I don’t believe you can teach spontaneity, as to teach you must rehearse and rehearsal destroys the very concept of spontaneity. I fervently agree with the other commenters regarding the detrimental impact of attempting to force an, admittedly healthy, child to conform to your familial norms. We should accept our children and embrace their differences. I could see the need to intervene if it was a matter of health and lacking physical spontaneity.

However, in the interest of the question, the best way to encourage spontaneity is to provide the child with novel environments and circumstances. This can potentially inspire their creativity and in extension their ability to be spontaneous.

wundayatta's avatar

I know what spontaneity is, but I feel like you are not using it the way I understand it.

When you say everyone in the family is spontaneous, could you give some examples of that? I mean, does someone suddenly pop up out of nowhere and say, “let’s go moon the neighbors?” Or, “let’s drop a horse off the roof onto a pile of watermelons and see what happens?” What do you do?

Are you really talking about creativity? Or improvisation? Are we talking about trouble making or problem solving? If she can’t solve a riddle, that’s one thing. If she can’t think of a practical joke, that’s quite another. If she doesn’t want to go along with the stupid ideas of the family, that’s yet another thing.

Maybe she is spontaneous, but it’s a different kind than everyone else has, so no one recognizes it. Or maybe she just doesn’t think that what everyone else does is any fun, but she wants to go along to get along.

It sounds like there’s a certain myth as to who your family is, and if someone does’t possess it, you want to make them conform.

Skaggfacemutt's avatar

It is a personality trait. If she is more reflective and calculating than the rest of the family, that is just the way she is. If she is the type who likes to plan her day and not get sidetracked, that is just her. Let her be herself.

Pied_Pfeffer's avatar

Our aunt and uncle had three children, and two of them were fraternal twins. The parents and the two sons are constantly joking, while the daughter (one of the twins) was more serious and introspective. Years of living in an environment where she was teased jokingly and ribbed for ‘not having a sense of humor’ did a real number on her. For years, she pretty much cut herself off from her family and focused on her career as a military nurse. She more or less adopted our family as her own, and would sometimes attend our family vacations. It was a sad, sad situation.
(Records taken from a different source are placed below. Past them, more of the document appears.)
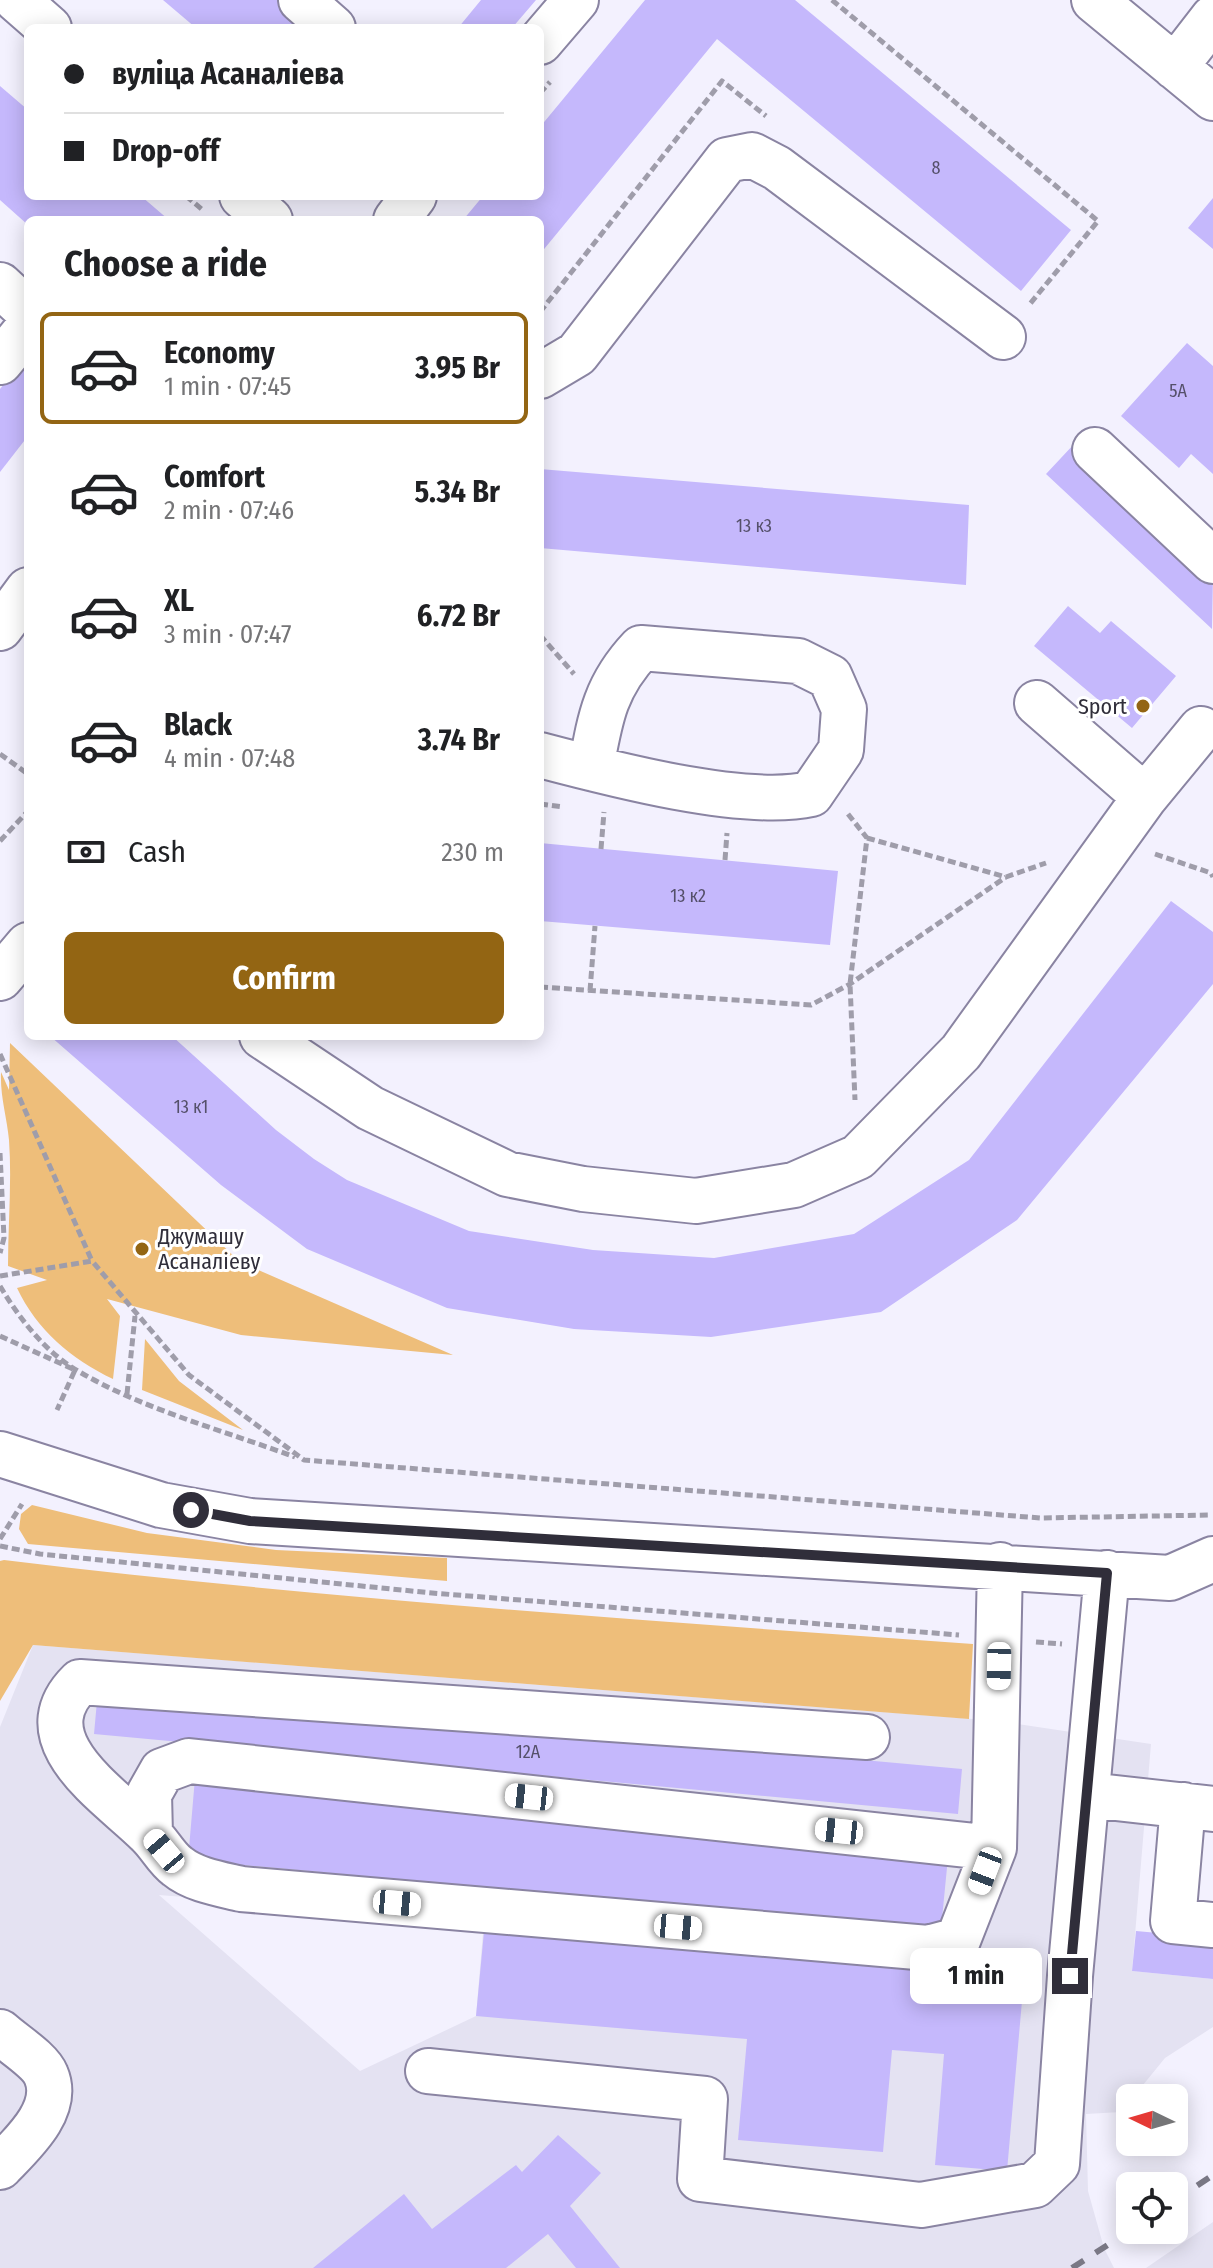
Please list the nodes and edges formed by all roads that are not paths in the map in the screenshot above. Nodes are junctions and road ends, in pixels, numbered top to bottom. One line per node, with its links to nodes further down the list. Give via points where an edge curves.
1 (17, 0): 6 (street)
2 (301, 0): 7 (street)
3 (576, 0): 8 (street)
4 (1094, 0): 9 (street)
5 (1213, 18): 9 (street)
6 (44, 24)
7 (328, 24)
8 (544, 37)
9 (1175, 67): 10 (street)
10 (1213, 98)
11 (247, 200): 12 (street)
12 (265, 216)
13 (0, 285): 14 (street)
14 (24, 307)
15 (24, 333): 17 (street)
16 (1003, 337): 18 (street, via 777,168 752,155 727,160 577,354)
17 (0, 362)
18 (544, 374)
19 (1095, 450): 20 (street)
20 (1213, 561)
21 (24, 595): 22 (street)
22 (0, 628)
23 (1037, 703): 27 (street)
24 (1201, 729): 27 (street)
25 (544, 756): 26 (street)
26 (591, 768): 26 (street, via 602,706 621,670 641,648 798,661 830,677 844,709 841,750 811,794 795,798 732,795)
27 (1145, 797): 30 (street, via 961,1052 858,1157 794,1185 696,1201 583,1189 507,1174 370,1108)
28 (24, 950): 29 (street)
29 (0, 978)
30 (268, 1040)
31 (0, 1454): 33 (street, via 161,1505 250,1521)
32 (1213, 1559): 34 (street, via 1170,1578)
33 (1000, 1565): 34 (street); 39 (street)
34 (1107, 1573): 36 (street)
35 (867, 1737): 38 (street, via 80,1682 65,1696 59,1715 64,1737 82,1774)
36 (1089, 1795): 37 (street); 42 (street, via 1057,2164 1035,2185 921,2205 700,2179 705,2099)
37 (1198, 1807): 40 (street, via 1173,1921)
38 (150, 1835): 39 (street, via 149,1794 162,1771 189,1761); 39 (street, via 177,1867 241,1889 928,1948 958,1940)
39 (994, 1848)
40 (1213, 1925)
41 (0, 2032): 43 (street, via 46,2073 49,2090 29,2137)
42 (428, 2071)
43 (0, 2167)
Please listen to those that say that this is not the right way to go about it. If her family members truly care about her, they will accept the way that she is and learn to appreciate the value that this characteristic brings to the family as a whole.
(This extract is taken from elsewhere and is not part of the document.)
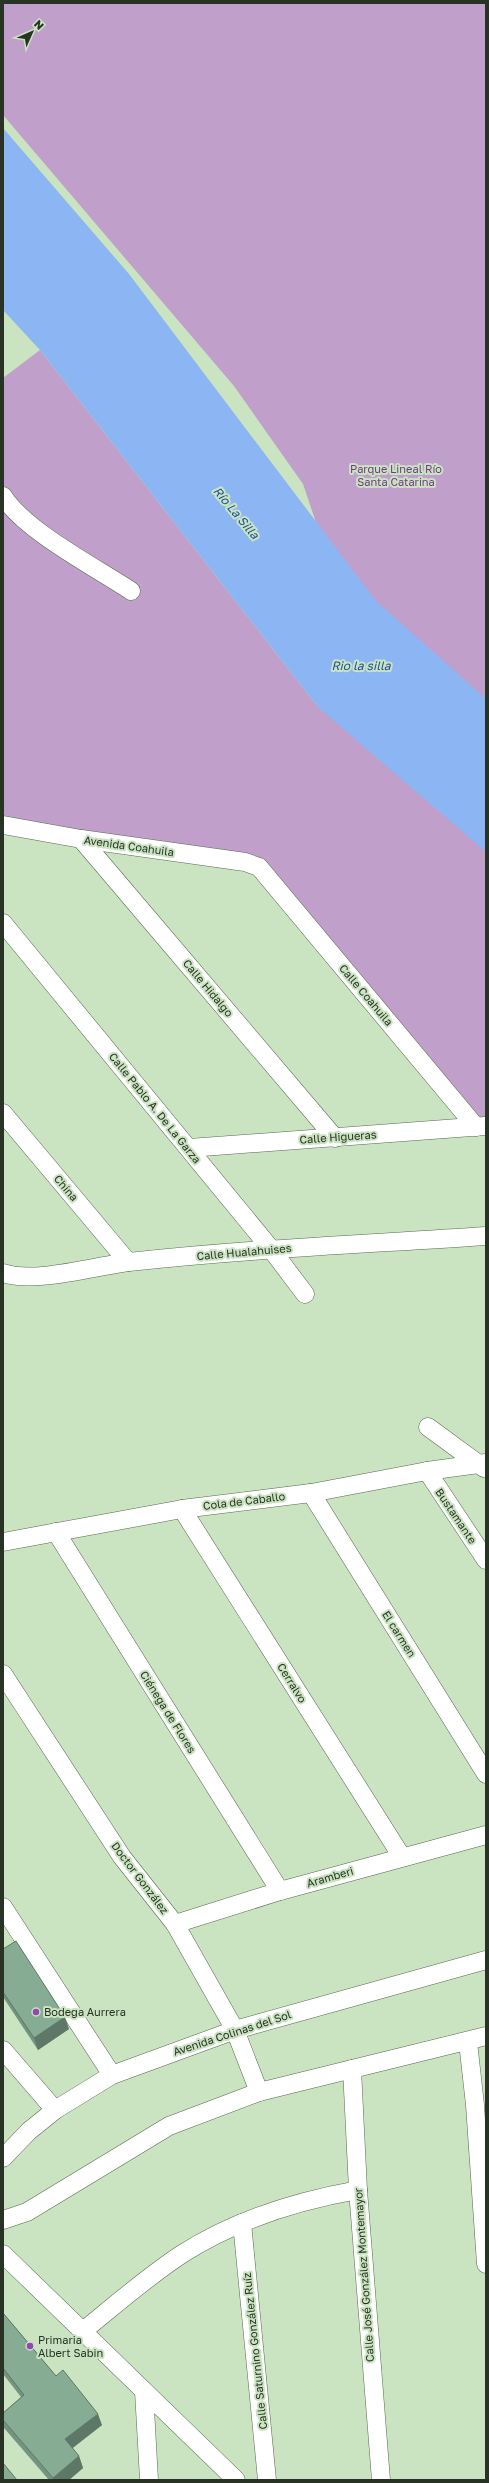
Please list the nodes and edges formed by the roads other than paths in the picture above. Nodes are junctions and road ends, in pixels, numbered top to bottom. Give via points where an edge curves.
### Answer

There is a wonderful book called, How Full is Your Bucket? that talks about why it is important to focus on a person’s strengths rather than what may sometimes be construed by others as a weakness. I strongly urge you to pick up a copy. It changed my life.

SpatzieLover's avatar

No, you cannot teach spontaneity. You can however, help make a person more comfortable in their own skin through praise.
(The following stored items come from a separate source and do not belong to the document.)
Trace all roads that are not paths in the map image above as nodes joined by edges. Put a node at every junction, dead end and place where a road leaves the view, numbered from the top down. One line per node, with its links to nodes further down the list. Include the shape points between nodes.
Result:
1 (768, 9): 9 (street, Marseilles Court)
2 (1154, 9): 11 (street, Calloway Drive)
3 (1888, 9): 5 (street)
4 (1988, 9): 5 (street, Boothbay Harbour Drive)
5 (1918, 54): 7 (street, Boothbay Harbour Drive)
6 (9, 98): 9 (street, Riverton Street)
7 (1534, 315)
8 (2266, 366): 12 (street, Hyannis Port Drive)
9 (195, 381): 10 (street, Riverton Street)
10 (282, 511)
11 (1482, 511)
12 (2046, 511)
Your niece needs praise and support for what she does well…the rest of you need to be there for her. She prefers routine and stability. There is nothing abnormal/wrong about that.

My husband and my son need time to process change. My husband’s parents aren’t spontaneous…but his brothers are. Neither of them can understand why my husband and their parents won’t just “get up & go” with them. It’s not that they don’t want to have fun, they just need time to acclimate to the idea, before they do the action.

If she really wants to change, then a therapists can assist her. But, she’d have to be willing to put in some effort, and she’d need family support for the times that her routines need to be adhered to.

Hibernate's avatar

Thanks all for your interesting ways of viewing this.

We’ll see how it works out in the long run.

Pied_Pfeffer's avatar

@Hibernate Thank you for the response. If you don’t mind my asking, what do you plan to do?

Hibernate's avatar

Erm i can’t change her but i’ll just help her with different situations. I’ll just put her in some situations to observe her.

Anyway it takes time [ as I already knew ] but oh well.